The investigation was jointly conducted by the FBI’s International Corruption Unit and IRS-Criminal Investigation. The government’s criminal case is being handled by the Business and Securities Fraud Section of the United States Attorney’s Office for the Eastern District of New York and the Criminal Division’s Money Laundering and Asset Recovery Section (MLARS) and Fraud Section. Assistant United States Attorneys Alixandra E. Smith, Drew G. Rolle and Dylan Stern, and Bank Integrity Unit Chief Jennifer E. Ambuehl of MLARS and Co-Principal Deputy Chief of the Fraud Section Brent Wible are prosecuting the case. The Criminal Division’s Office of International Affairs provided critical assistance in this case.
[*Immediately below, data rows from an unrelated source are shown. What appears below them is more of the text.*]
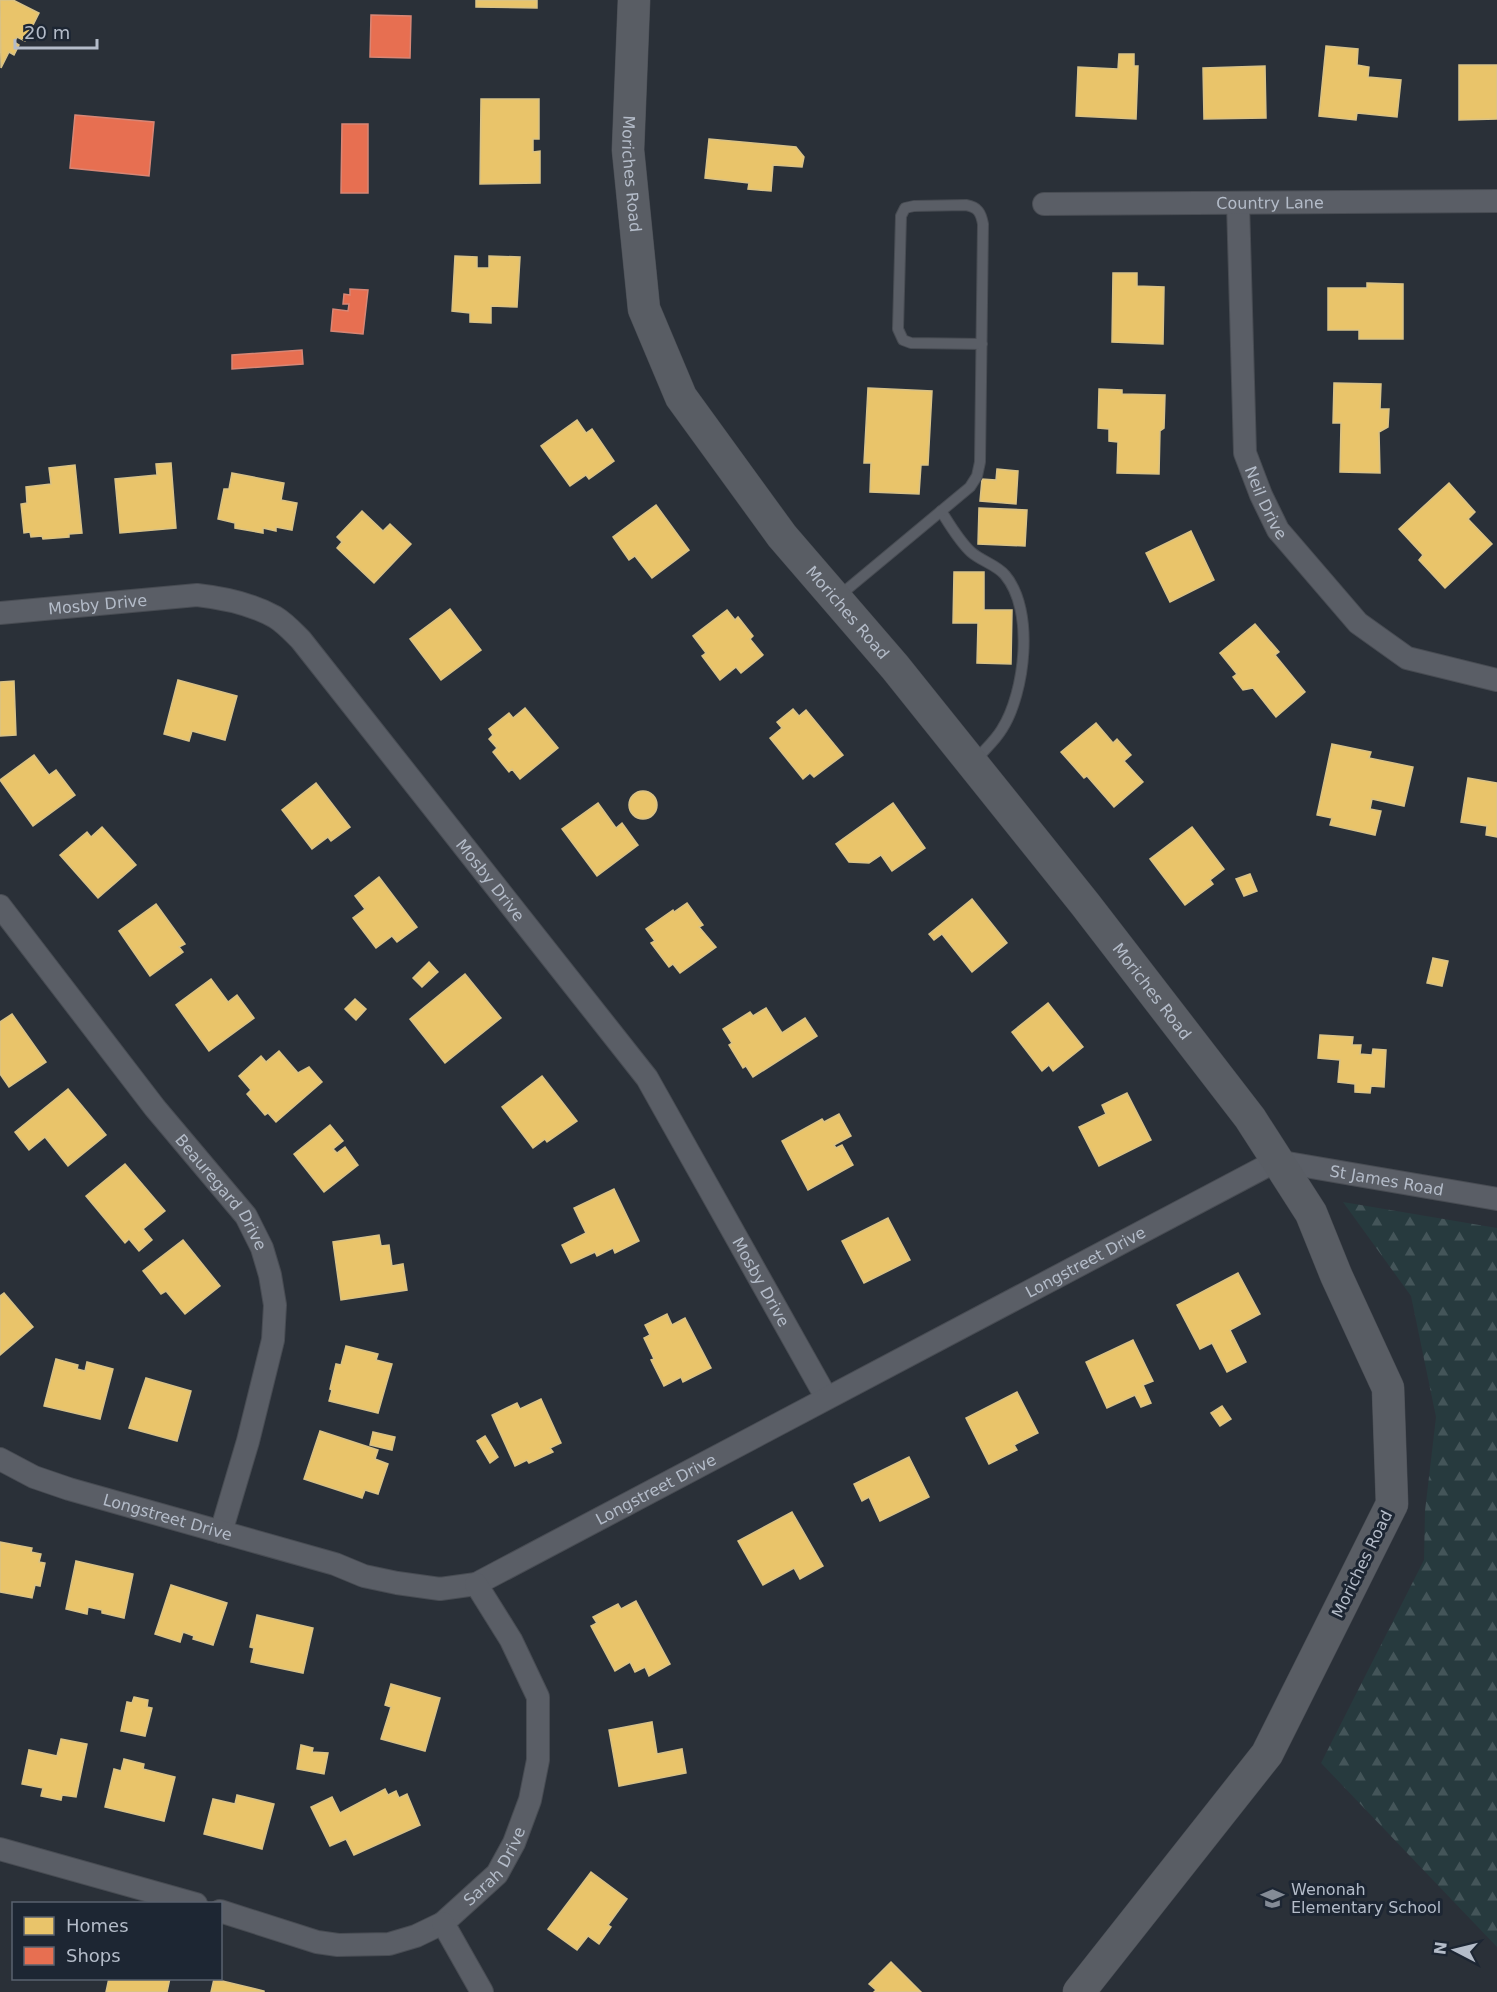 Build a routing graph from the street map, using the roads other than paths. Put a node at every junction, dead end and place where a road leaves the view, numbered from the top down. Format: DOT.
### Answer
graph roads {
  1 [pos="633,0"];
  2 [pos="1497,201"];
  3 [pos="1238,203"];
  4 [pos="1044,204"];
  5 [pos="982,344"];
  6 [pos="941,511"];
  7 [pos="836,598"];
  8 [pos="0,613"];
  9 [pos="1497,680"];
  10 [pos="972,764"];
  11 [pos="0,906"];
  12 [pos="1276,1161"];
  13 [pos="1497,1199"];
  14 [pos="826,1397"];
  15 [pos="0,1460"];
  16 [pos="221,1532"];
  17 [pos="476,1584"];
  18 [pos="0,1849"];
  19 [pos="189,1902"];
  20 [pos="222,1912"];
  21 [pos="443,1923"];
  22 [pos="483,1992"];
  23 [pos="1078,1992"];
  1 -- 7 [label="street, Moriches Road"];
  2 -- 3 [label="street, Country Lane"];
  3 -- 4 [label="street, Country Lane"];
  3 -- 9 [label="street, Neil Drive"];
  5 -- 5 [label="lane"];
  5 -- 6 [label="lane"];
  6 -- 7 [label="lane"];
  6 -- 10 [label="lane"];
  7 -- 10 [label="street, Moriches Road"];
  8 -- 14 [label="street, Mosby Drive"];
  10 -- 12 [label="street, Moriches Road"];
  11 -- 16 [label="street, Beauregard Drive"];
  12 -- 13 [label="street, St James Road"];
  12 -- 14 [label="street, Longstreet Drive"];
  12 -- 23 [label="street, Moriches Road"];
  14 -- 17 [label="street, Longstreet Drive"];
  15 -- 16 [label="street, Longstreet Drive"];
  16 -- 17 [label="street, Longstreet Drive"];
  17 -- 21 [label="street, Sarah Drive"];
  18 -- 19 [label="street"];
  20 -- 21 [label="street, Sarah Drive"];
  21 -- 22 [label="street"];
}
The Department also appreciates the significant cooperation and assistance provided by the U.S. Securities and Exchange Commission, and the Board of Governors of the Federal Reserve System along with the Federal Reserve Bank of New York. The Department also appreciates the significant assistance provided by the government of Malaysia, including the Attorney General’s Chambers of Malaysia, the Royal Malaysia Police and NCB Interpol Malaysia. The Department also appreciates the significant assistance provided by the Attorney General’s Chambers of Singapore, the Singapore Police Force-Commercial Affairs Division, the Office of the Attorney General of Switzerland, the Judicial Investigating Authority of the Grand Duchy of Luxembourg and the Criminal Investigation Department of the Grand-Ducal Police of Luxembourg.